Workers from Straticon Construction began pouring concrete into the brick walls last week, and only the wooden framework for the new seating area was in place.
The Mets and St. Lucie County officials overseeing the project say they are confident it will be ready in time.
"It's extremely tight, but every day I'm on site, the foreman tells me we are on schedule," St. Lucie County Parks Manager for the North Division, Guy Medor said Friday. "There have been no major setbacks, and without a doubt it will be complete.
"They've started to lay out the steel, so we just need to keep it moving along."
Mets Director of Florida Operations Paul Taglieri said there have been weekly meetings with developers and executives from New York, and the club is not concerned about the tight time frame. The new section, Taglieri said, will mirror the terrace along the left-field line.
"They are working ... six days a week, and it will be open for the first game, hopefully before that so whatever adjustments that we need we have that window," Taglieri said. "We're in good shape."
The St. Lucie County Board of Commissioners approved the $2.5 million project Aug. 16, but work couldn't begin until approval for a funding source came through and architectural designs were complete, Medor said.
The county commissioners approved extending the tourist development tax from Jan. 31, 2018, to Dec. 31, 2023, to pay for the project, which now boosts stadium capacity above 8,300 fans and also includes a new video board on the scoreboard.
The Mets also agreed to extend their lease from 2018 to 2023 because of the renovations.
Taglieri said the process leading into the groundbreaking and construction took "a littler longer than expected, but that's the nature of any construction project."
There were some small setbacks that slowed the building process. When digging out the foundation, it was discovered that area of the stadium had been built on muck, which needed to be cleared to create a solid ground for the new seating section.
Medor said that caused a delay of about a week to 10 days.
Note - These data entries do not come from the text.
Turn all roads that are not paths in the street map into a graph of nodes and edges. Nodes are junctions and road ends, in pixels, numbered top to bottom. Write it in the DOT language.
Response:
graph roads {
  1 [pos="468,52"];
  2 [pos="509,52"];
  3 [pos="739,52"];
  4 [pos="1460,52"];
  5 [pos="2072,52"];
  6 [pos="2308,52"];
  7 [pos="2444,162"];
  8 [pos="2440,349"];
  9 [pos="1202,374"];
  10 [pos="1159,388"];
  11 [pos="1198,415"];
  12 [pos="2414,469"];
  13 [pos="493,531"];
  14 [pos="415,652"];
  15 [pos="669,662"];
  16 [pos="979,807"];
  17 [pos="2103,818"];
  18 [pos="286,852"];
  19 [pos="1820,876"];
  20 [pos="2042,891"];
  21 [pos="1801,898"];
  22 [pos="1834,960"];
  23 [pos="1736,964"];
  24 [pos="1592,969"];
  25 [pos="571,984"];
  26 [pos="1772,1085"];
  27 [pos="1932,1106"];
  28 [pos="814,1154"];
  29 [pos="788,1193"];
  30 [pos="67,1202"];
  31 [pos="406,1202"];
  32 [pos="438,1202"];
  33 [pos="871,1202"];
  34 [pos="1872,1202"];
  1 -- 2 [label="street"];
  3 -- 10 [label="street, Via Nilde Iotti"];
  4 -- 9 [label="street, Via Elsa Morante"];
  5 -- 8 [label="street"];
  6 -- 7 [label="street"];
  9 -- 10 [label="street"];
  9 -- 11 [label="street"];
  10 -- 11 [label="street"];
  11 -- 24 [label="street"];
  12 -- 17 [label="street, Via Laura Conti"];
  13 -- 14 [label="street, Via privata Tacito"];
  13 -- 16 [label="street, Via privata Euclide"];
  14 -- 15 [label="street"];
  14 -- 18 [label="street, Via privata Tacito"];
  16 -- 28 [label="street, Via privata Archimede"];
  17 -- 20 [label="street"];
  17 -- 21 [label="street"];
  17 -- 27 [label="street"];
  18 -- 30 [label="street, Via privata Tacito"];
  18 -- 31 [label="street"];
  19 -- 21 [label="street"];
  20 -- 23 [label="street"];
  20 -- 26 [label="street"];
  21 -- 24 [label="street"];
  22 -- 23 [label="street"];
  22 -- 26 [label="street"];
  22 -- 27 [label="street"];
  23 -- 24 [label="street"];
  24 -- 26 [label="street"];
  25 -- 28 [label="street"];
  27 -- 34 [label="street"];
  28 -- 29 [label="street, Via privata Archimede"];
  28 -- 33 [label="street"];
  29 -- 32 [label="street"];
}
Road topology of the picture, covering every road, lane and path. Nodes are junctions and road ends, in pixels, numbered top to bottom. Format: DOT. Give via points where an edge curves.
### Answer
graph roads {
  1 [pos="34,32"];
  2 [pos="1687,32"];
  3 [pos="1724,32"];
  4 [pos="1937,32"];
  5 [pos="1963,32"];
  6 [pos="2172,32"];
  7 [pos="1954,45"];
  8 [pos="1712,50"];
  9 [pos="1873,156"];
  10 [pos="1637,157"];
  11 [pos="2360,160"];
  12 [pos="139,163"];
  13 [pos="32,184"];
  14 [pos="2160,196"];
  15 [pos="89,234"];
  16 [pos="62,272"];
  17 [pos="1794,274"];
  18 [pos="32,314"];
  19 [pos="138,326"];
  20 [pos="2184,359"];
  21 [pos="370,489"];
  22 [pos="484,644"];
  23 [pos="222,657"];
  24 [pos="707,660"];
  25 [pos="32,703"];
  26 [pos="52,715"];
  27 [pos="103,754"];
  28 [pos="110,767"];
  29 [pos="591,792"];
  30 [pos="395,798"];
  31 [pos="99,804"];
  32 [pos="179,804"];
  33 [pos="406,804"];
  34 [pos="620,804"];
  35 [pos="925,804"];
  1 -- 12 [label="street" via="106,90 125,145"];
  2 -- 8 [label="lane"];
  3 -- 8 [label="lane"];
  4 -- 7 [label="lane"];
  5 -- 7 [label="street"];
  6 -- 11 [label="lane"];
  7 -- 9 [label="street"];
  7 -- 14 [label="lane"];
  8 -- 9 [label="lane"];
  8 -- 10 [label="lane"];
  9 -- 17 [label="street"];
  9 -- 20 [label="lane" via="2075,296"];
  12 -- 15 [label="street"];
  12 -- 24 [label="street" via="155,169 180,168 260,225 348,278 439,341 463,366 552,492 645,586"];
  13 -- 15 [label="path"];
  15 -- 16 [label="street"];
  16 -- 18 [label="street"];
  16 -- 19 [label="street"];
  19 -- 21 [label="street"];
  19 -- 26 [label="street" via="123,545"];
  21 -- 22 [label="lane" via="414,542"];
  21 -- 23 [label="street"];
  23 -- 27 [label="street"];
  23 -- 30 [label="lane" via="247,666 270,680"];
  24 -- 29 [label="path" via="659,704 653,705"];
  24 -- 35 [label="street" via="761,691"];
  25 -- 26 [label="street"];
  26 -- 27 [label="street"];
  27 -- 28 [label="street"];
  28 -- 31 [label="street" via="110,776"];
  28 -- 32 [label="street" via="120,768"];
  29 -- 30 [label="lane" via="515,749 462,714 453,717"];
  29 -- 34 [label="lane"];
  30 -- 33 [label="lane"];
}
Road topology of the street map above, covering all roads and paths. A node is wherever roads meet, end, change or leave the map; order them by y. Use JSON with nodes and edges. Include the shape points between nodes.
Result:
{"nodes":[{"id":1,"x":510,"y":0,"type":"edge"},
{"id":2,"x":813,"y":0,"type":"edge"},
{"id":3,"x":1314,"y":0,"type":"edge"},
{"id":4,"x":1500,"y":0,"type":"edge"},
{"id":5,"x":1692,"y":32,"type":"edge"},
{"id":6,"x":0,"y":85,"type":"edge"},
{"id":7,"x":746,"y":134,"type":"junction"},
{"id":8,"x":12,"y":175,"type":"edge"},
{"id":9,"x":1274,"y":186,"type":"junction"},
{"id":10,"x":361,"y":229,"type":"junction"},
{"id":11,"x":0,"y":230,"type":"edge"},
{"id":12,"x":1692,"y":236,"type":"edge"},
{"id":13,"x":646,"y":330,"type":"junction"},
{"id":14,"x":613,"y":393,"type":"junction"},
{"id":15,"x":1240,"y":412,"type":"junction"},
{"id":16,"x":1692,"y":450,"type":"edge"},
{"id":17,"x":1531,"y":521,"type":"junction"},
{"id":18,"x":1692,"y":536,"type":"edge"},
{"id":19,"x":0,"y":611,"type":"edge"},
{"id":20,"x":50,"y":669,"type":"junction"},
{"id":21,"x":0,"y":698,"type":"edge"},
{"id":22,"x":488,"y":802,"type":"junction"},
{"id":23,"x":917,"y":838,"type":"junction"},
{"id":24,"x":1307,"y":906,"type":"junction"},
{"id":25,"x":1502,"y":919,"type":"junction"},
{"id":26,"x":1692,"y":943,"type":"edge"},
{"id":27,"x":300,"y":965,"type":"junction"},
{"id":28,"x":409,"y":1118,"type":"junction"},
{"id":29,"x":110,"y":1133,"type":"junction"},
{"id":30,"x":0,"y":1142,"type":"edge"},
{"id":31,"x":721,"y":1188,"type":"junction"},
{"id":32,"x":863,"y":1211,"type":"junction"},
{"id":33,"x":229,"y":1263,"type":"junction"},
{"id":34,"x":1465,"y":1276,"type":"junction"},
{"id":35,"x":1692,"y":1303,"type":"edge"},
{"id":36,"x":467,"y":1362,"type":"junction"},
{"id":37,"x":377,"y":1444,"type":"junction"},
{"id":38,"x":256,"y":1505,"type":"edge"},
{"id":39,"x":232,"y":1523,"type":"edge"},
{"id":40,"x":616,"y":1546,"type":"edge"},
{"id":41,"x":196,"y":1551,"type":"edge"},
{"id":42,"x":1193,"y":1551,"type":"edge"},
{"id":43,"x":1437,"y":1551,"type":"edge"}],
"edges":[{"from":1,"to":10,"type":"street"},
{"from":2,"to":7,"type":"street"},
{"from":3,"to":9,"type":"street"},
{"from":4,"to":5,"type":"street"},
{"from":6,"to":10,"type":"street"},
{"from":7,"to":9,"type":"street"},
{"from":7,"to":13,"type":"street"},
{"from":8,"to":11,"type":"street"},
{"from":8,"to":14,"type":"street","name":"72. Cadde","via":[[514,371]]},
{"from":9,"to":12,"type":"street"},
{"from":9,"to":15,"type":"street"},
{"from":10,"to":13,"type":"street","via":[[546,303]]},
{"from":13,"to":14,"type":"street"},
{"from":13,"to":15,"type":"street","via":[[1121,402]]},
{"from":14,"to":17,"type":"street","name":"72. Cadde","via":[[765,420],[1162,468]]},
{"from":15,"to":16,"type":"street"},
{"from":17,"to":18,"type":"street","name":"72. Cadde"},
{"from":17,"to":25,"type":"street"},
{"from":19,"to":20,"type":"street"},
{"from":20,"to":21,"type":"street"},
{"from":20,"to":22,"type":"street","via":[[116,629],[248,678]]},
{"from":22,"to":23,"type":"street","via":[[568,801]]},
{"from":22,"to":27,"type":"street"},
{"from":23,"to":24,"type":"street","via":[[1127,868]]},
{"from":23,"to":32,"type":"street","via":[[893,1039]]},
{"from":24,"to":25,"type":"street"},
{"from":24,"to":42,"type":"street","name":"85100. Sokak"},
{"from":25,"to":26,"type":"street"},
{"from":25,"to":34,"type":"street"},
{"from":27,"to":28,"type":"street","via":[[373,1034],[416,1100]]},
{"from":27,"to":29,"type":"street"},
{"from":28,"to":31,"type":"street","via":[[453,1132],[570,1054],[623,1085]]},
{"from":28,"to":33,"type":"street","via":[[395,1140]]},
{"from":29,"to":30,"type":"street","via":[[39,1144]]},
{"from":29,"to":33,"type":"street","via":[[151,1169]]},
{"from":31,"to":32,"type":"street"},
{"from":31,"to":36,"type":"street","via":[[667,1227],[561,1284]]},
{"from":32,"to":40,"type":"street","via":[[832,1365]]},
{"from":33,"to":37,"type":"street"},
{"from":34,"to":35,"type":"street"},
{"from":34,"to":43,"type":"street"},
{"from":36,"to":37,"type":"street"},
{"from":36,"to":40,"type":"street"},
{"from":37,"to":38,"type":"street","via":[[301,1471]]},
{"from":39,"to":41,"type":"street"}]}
"That was part of the prep work that took a long time," Medor said. "We want to make sure the construction doesn't settle."
Medor said once the foundation was laid, construction has picked up quickly. Just within the last week, he said he saw major improvements.
Both Medor and Taglieri said they look forward to seeing the final product, as the new section will add 504 more seats and also allows for more storage and a bigger office space underneath for the groundskeepers.
"It's awesome," Taglieri said. "It's great to see it through. I think it's going to be a needed and valued addition. It's going to connect the whole stadium and give every fan an opportunity to experience a first-class facility."
The improvements also could help with efforts to bring in a second team to the facility. Medor said the added space underneath the seating provides for "future expansion," and the Mets reportedly have spoken to at least two teams about the possibility of moving to Port St. Lucie.
Taglieri said the club is "still in the infant stages of looking into that," and how it could be done, but it hasn't made any significant progress yet.
He also said the project was not tied to the Mets' plans to try to lure another team, though renovations make the stadium more attractive to a potential tenant.
The stadium was built in 1986 and has received two sets of renovations since then.
"Aesthetically, it's going to make that area look a whole lot better," Medor said. "It will be pleasing to the eyes. Any renovation is good for your facility and the fan experience."